L’ODE LUNGA DI UN MATTINO D’ESTATE
Pubblicato da Domenico De Ferraro il 9 luglio 2008
L’ODE LUNGA DI UN MATTINO D’ ESTATE
Bruciano i fuochi d’estate sui colli verso oriente.
Mentre l’aura brilla intorno al corpo dell’ antico cantore.
Sogni e versi sparsi di libri celebri affollano la mente
frutto di liriche alchimie , passioni assopite di muse inseguite
da fauni cafoni lungo i grigi vagoni della metropolitana.
Rincorrendo la magia dei giorni , un motivo d’una vecchia canzone cantata
per i vicoli uterini ove mai giunge il sole ad illuminare le disgrazie dei suoi poveri abitanti.
Fermo in bilico sulla sponda d’una strada oltre l’immaginario
dire di politici istrioni , di ministri sinistri ,di ricercatori
di favelle e novelle scritte per far sorridere grandi e piccini
il mare amante della terra e del cielo lambisce le coste dei pensieri oscuri .
Pagine di poesie ,germogli fioriti nel silenzio
in magici meriggi nell’animo del latino lettore.
L’ode lunga di un mattino d’ estate
rincorrendo le farfalle elettriche
lungo l’africo corso delle cose mute.
Non ritrovare più il senso etimologico del comprendere l’immagine aulente
sepolta sotto un salice piangente velante la
disperata amante inchinata sulla tomba del suo compagno.
Il cielo raggiante annunzia l’ apparire degli elleni eroi
l’udire ruggire il coraggio del leone
le costellazioni in armi, il sogno del divin fanciullo
divenir un novo canto d’ amore.
Ripercorrere strade silenziose in compagnia di fiabe e leggende
nel fitto bosco cittadino fatto di cemento e ferro.
Gli orribili occhi d’un orco digrignante i denti.
Volare oltre quel misero orto inseguendo fate ed elfi.

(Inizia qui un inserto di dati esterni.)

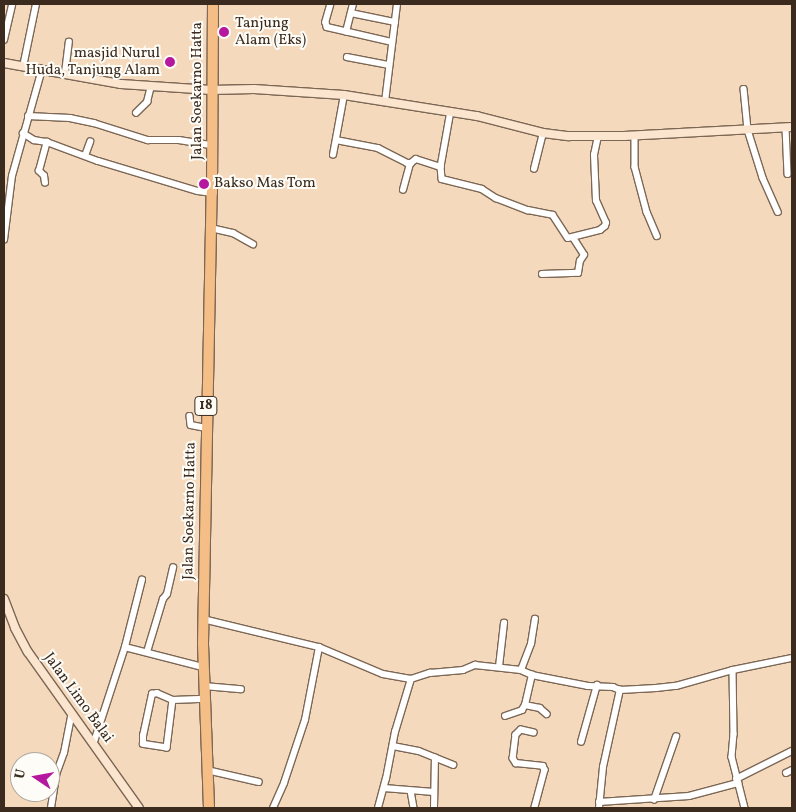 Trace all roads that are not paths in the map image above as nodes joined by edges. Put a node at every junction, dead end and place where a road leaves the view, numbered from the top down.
1 (12, 4) edge
2 (36, 4) edge
3 (213, 4) edge
4 (331, 4) edge
5 (354, 4) edge
6 (397, 4) edge
7 (351, 13) junction
8 (395, 22) junction
9 (346, 32) junction
10 (4, 40) edge
11 (70, 42) dead end
12 (392, 42) junction
13 (347, 57) dead end
14 (4, 64) edge
15 (389, 65) junction
16 (23, 66) junction
17 (42, 69) junction
18 (65, 73) junction
19 (151, 86) junction
20 (744, 89) dead end
21 (212, 90) junction
22 (344, 95) junction
23 (385, 102) junction
24 (451, 111) junction
25 (136, 113) dead end
26 (28, 116) junction
27 (789, 127) edge
28 (748, 130) junction
29 (23, 133) junction
30 (544, 133) junction
31 (598, 136) junction
32 (635, 136) junction
33 (336, 140) junction
34 (47, 142) junction
35 (90, 142) dead end
36 (212, 145) junction
37 (333, 155) dead end
38 (85, 156) junction
39 (410, 164) junction
40 (441, 167) junction
41 (534, 169) dead end
42 (788, 174) dead end
43 (45, 184) dead end
44 (403, 190) dead end
45 (212, 193) junction
46 (778, 212) dead end
47 (211, 228) junction
48 (657, 236) dead end
49 (572, 238) junction
50 (4, 240) edge
51 (253, 244) dead end
52 (542, 274) dead end
53 (190, 416) dead end
54 (206, 428) junction
55 (173, 568) dead end
56 (142, 580) dead end
57 (4, 599) edge
58 (203, 619) junction
59 (534, 619) dead end
60 (504, 623) dead end
61 (125, 646) junction
62 (319, 647) junction
63 (147, 652) junction
64 (792, 658) edge
65 (203, 667) junction
66 (500, 667) junction
67 (521, 670) junction
68 (733, 670) junction
69 (532, 675) junction
70 (411, 679) junction
71 (597, 685) junction
72 (204, 686) junction
73 (240, 689) dead end
74 (620, 690) junction
75 (205, 699) junction
76 (173, 700) junction
77 (525, 705) junction
78 (547, 714) dead end
79 (71, 716) junction
80 (505, 716) dead end
81 (534, 733) dead end
82 (676, 737) dead end
83 (94, 742) junction
84 (581, 742) dead end
85 (392, 746) junction
86 (792, 751) edge
87 (435, 758) junction
88 (453, 765) dead end
89 (207, 770) junction
90 (792, 770) edge
91 (786, 773) dead end
92 (737, 781) junction
93 (259, 782) dead end
94 (384, 788) junction
95 (411, 791) junction
96 (434, 792) junction
97 (654, 800) junction
98 (599, 805) edge
99 (51, 808) edge
100 (139, 808) edge
101 (209, 808) edge
102 (273, 808) edge
103 (378, 808) edge
104 (414, 808) edge
105 (434, 808) edge
106 (535, 808) edge
107 (745, 808) edge

1 - 10 street
2 - 16 street
3 - 21 highway, Jalan Soekarno Hatta / 18
4 - 9 street
5 - 7 street
6 - 8 street
7 - 8 street
7 - 9 street
8 - 12 street
9 - 12 street
11 - 18 street
12 - 15 street
13 - 15 street
14 - 16 street
15 - 23 street
16 - 17 street
17 - 18 street
17 - 26 street
18 - 19 street
19 - 21 street
19 - 25 street
20 - 28 street
21 - 22 street
21 - 36 highway, Jalan Soekarno Hatta / 18
22 - 23 street
22 - 33 street
23 - 24 street
24 - 30 street
24 - 40 street
26 - 29 street
26 - 36 street
27 - 28 street
27 - 42 street
28 - 32 street
28 - 46 street
29 - 34 street
29 - 50 street
30 - 31 street
30 - 41 street
31 - 32 street
31 - 49 street
32 - 48 street
33 - 37 street
33 - 39 street
34 - 38 street
34 - 43 street
35 - 38 street
36 - 45 highway, Jalan Soekarno Hatta / 18
38 - 45 street
39 - 40 street
39 - 44 street
40 - 49 street
45 - 47 highway, Jalan Soekarno Hatta / 18
47 - 51 street
47 - 54 highway, Jalan Soekarno Hatta / 18
49 - 52 street
53 - 54 street
54 - 58 highway, Jalan Soekarno Hatta / 18
55 - 63 street
56 - 61 street
57 - 79 street, Jalan Limo Balai
58 - 62 street
58 - 65 highway, Jalan Soekarno Hatta / 18
59 - 67 street
60 - 66 street
61 - 63 street
61 - 83 street
62 - 70 street
62 - 102 street
63 - 65 street
64 - 68 street
65 - 72 highway, Jalan Soekarno Hatta / 18
66 - 67 street
66 - 70 street
67 - 69 street
68 - 74 street
68 - 92 street
69 - 71 street
69 - 77 street
70 - 85 street
71 - 74 street
71 - 84 street
72 - 73 street
72 - 75 highway, Jalan Soekarno Hatta / 18
74 - 98 street
75 - 76 street
75 - 89 highway, Jalan Soekarno Hatta / 18
76 - 76 street
77 - 78 street
77 - 80 street
79 - 83 street, Jalan Limo Balai
79 - 99 street
81 - 106 street
82 - 97 street
83 - 100 street, Jalan Limo Balai
85 - 87 street
85 - 94 street
86 - 92 street
87 - 88 street
87 - 96 street
89 - 93 street
89 - 101 highway, Jalan Soekarno Hatta / 18
90 - 91 street
92 - 97 street
92 - 107 street
94 - 95 street
94 - 103 street
95 - 96 street
95 - 104 street
96 - 105 street
97 - 98 street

Ogni cosa tace , non lascia scoprire l’arcano mistero
chiuso in seno ad un sofferto canto.
Pianto d’una musa ferita durante il viaggio
intrapreso con l’intera compagnia dei tranelli
mano nella mano andare senza chiedere nulla
mostri e fiere strani incubi picareschi
vortici di parole stregoneschi chiose di verbi arabeschi.

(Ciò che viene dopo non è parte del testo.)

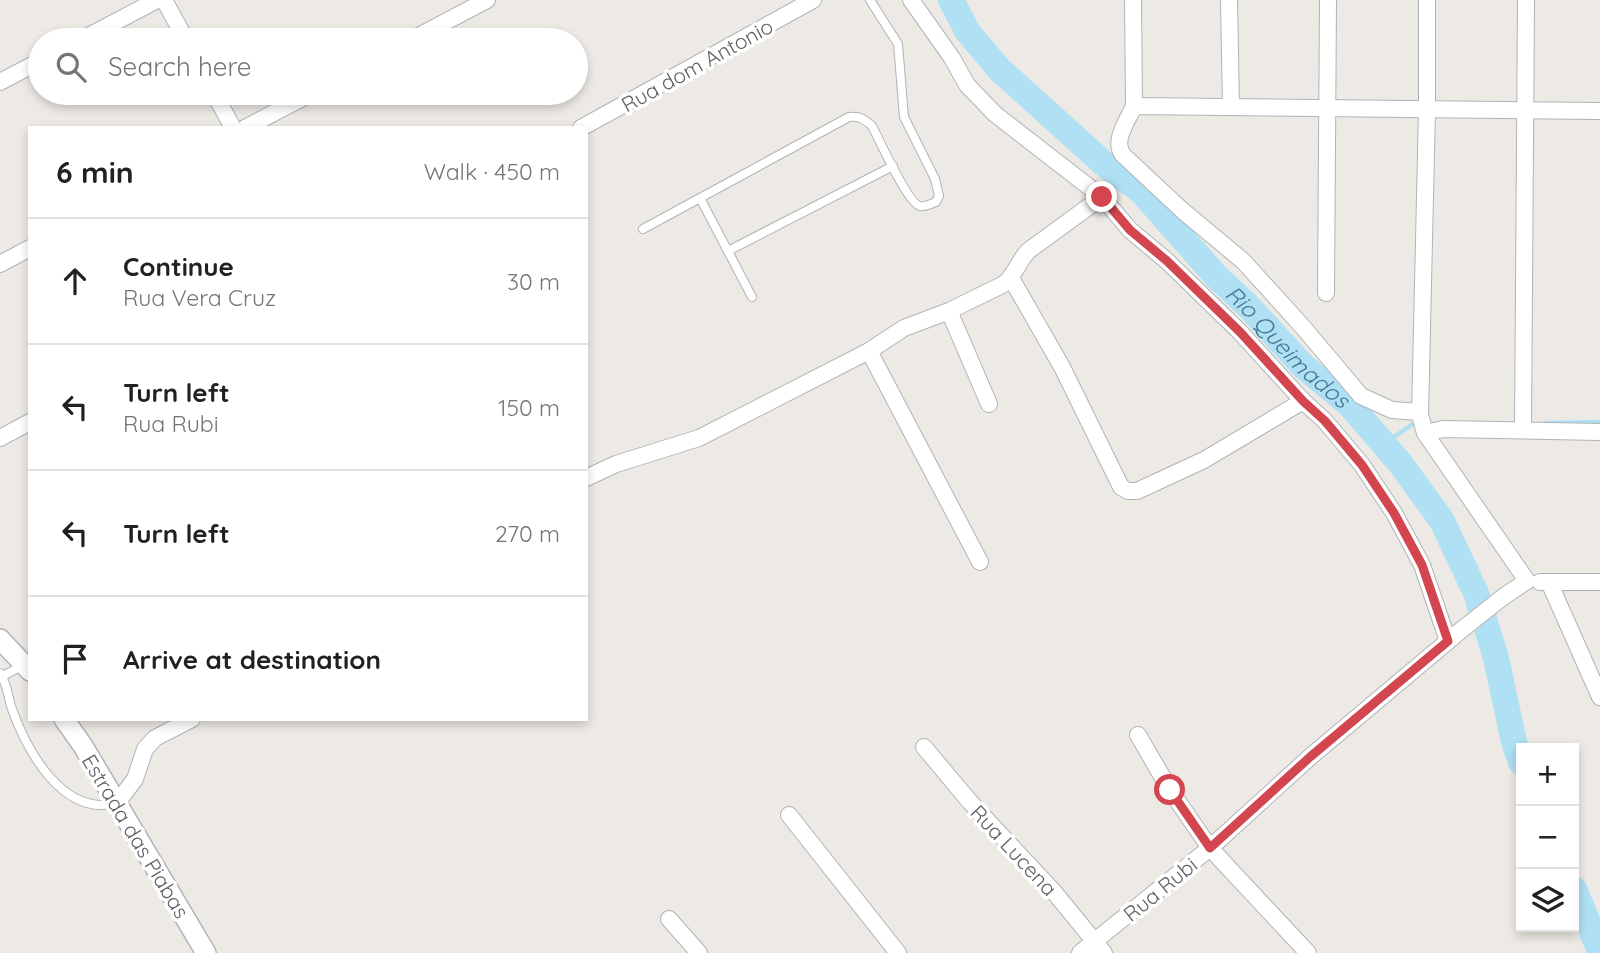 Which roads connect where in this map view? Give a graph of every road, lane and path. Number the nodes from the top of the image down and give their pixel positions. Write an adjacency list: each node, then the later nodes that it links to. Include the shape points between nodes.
1 (158, 0): 12 (street)
2 (164, 0): 13 (street)
3 (487, 0): 14 (street)
4 (813, 0): 27 (street, Rua dom Antonio)
5 (870, 0): 28 (lane, via 898,44 904,117 935,179 936,202 915,204)
6 (911, 0): 29 (street, via 967,85 995,114)
7 (1133, 0): 19 (street)
8 (1230, 0): 20 (street)
9 (1328, 0): 21 (street)
10 (1427, 0): 22 (street)
11 (1527, 0): 23 (street)
12 (104, 28)
13 (179, 28)
14 (434, 28)
15 (28, 67): 16 (street)
16 (0, 82)
17 (221, 105): 25 (street)
18 (289, 105): 26 (street)
19 (1134, 106): 20 (street); 42 (street, via 1119,139 1123,155 1243,261 1361,397)
20 (1231, 106): 21 (street)
21 (1326, 108): 22 (street); 36 (street)
22 (1427, 110): 23 (street); 42 (street)
23 (1526, 111): 24 (street); 44 (street)
24 (1600, 111)
25 (232, 126)
26 (249, 126)
27 (585, 126)
28 (893, 166): 30 (lane, via 872,126 864,118 849,117); 33 (lane)
29 (1102, 197): 35 (street, via 1028,251); 40 (street, via 1130,230 1240,332)
30 (699, 198): 31 (lane); 33 (lane)
31 (643, 229)
32 (28, 249): 34 (street)
33 (728, 251): 37 (lane)
34 (0, 264)
35 (1011, 278): 38 (street); 40 (street, via 1062,367 1121,487 1128,492 1204,460)
36 (1325, 293)
37 (752, 296)
38 (949, 311): 39 (street, via 904,328); 41 (street)
39 (869, 351): 47 (street, via 699,438); 48 (street)
40 (1303, 401): 52 (street, via 1362,465 1394,513)
41 (989, 404)
42 (1422, 421): 44 (street, via 1443,429); 49 (street)
43 (28, 423): 46 (street)
44 (1523, 425): 45 (street)
45 (1600, 432)
46 (0, 438)
47 (588, 477)
48 (980, 562)
49 (1527, 581): 50 (street); 52 (street, Rua Rubi)
50 (1549, 582): 51 (street); 56 (street)
51 (1600, 582)
52 (1454, 636): 63 (street, Rua Rubi)
53 (0, 639): 54 (street)
54 (28, 665): 55 (lane)
55 (1, 675): 61 (lane, via 25,742 50,778 81,802)
56 (1600, 697)
57 (65, 721): 61 (street, Estrada das Piabas)
58 (188, 721): 61 (street, via 155,737 145,749 135,779)
59 (1138, 735): 63 (street)
60 (924, 747): 65 (street, Rua Lucena)
61 (117, 803): 66 (street, Estrada das Piabas)
62 (789, 815): 68 (street)
63 (1210, 848): 65 (street, Rua Rubi); 70 (street)
64 (669, 919): 67 (street)
65 (1099, 947): 69 (street, Rua Rubi)
66 (206, 953)
67 (699, 953)
68 (898, 953)
69 (1080, 953)
70 (1308, 953)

Comprendere l’impossibile , raggirare la sorte
la graziosa favella echeggia nell’aria infetta.
Udire scalpitare destrieri in notte tempestose inseguiti da spettri infuriati.

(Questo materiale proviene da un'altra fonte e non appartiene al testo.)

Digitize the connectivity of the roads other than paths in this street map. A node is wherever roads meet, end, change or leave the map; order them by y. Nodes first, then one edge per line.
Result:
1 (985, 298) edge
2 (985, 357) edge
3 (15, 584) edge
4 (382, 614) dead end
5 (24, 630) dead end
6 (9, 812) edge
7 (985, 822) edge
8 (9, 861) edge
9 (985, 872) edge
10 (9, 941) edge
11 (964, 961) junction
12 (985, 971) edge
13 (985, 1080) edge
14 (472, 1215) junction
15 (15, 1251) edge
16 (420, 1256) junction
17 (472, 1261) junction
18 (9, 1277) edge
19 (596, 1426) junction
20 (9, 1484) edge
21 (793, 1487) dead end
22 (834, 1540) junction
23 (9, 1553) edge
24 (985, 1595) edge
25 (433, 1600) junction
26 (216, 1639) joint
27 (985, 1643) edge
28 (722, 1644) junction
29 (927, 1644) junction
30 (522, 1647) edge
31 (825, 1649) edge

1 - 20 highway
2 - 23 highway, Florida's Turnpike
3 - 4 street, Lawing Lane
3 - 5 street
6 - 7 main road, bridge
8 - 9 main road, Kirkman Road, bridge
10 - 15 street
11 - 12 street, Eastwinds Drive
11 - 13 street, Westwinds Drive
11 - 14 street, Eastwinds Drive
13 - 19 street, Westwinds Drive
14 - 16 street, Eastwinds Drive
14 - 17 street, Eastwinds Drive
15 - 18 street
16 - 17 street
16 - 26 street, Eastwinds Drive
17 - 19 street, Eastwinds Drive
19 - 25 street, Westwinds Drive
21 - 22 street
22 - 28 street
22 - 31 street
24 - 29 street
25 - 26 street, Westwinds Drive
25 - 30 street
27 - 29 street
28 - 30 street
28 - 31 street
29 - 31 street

Finti diritambi ed altre ecloghe dal significato perverso
eclissi di prose nel fondo della clessidra.
Ritornare in seno alla natura arrampicarsi
sugli alberi con l’armi in mano gridare
dalla sommità la libertà conquistata
stringere il corpo di lei musa morente.
Arrampicarsi sulle cupole delle chiese , sul dorso del drago
sui templi dal corpo di sfinge ,riscoprire la beltà di un tempo.
Passando verso una nuova estate , percorrere
l’antro della cumana sibilla , attraversando l’orrore meduseo ,
ascoltare l’onde cullarsi infrangersi sugli scogli
mentre un palombaro scende cantando l’Aida in fondo al mare.
Nulla è amore , armonia se non un fiorire di speranze nel buio.
Soffrire gemere e altre parvenze dello spirito poetico.
Seguire i gesti della madre il suo ricamare rime e altre storie
sul telo ove è impresso il ricordo del suo figliolo defunto
dolce e rammendare, meditando le mendiche spoglie di lui vagabondo per l’ade.
Fuochi sui i colli nel cielo notturno salutano il declinare
del tragico ricordo, si placa il dolore e nel calore di lei madre d’eterne estate ogni cosa diventa men duro,
noi accompagnati da un lieto canto in riva al mare di nostra etade .
18 agosto 2008 alle 16:00
Bello questo esempio di poesia casuale,ricorda un po’ Quenau, anche se, forse, trattiene ancora, inconsapevolmente, traccia di un ordito, un segno.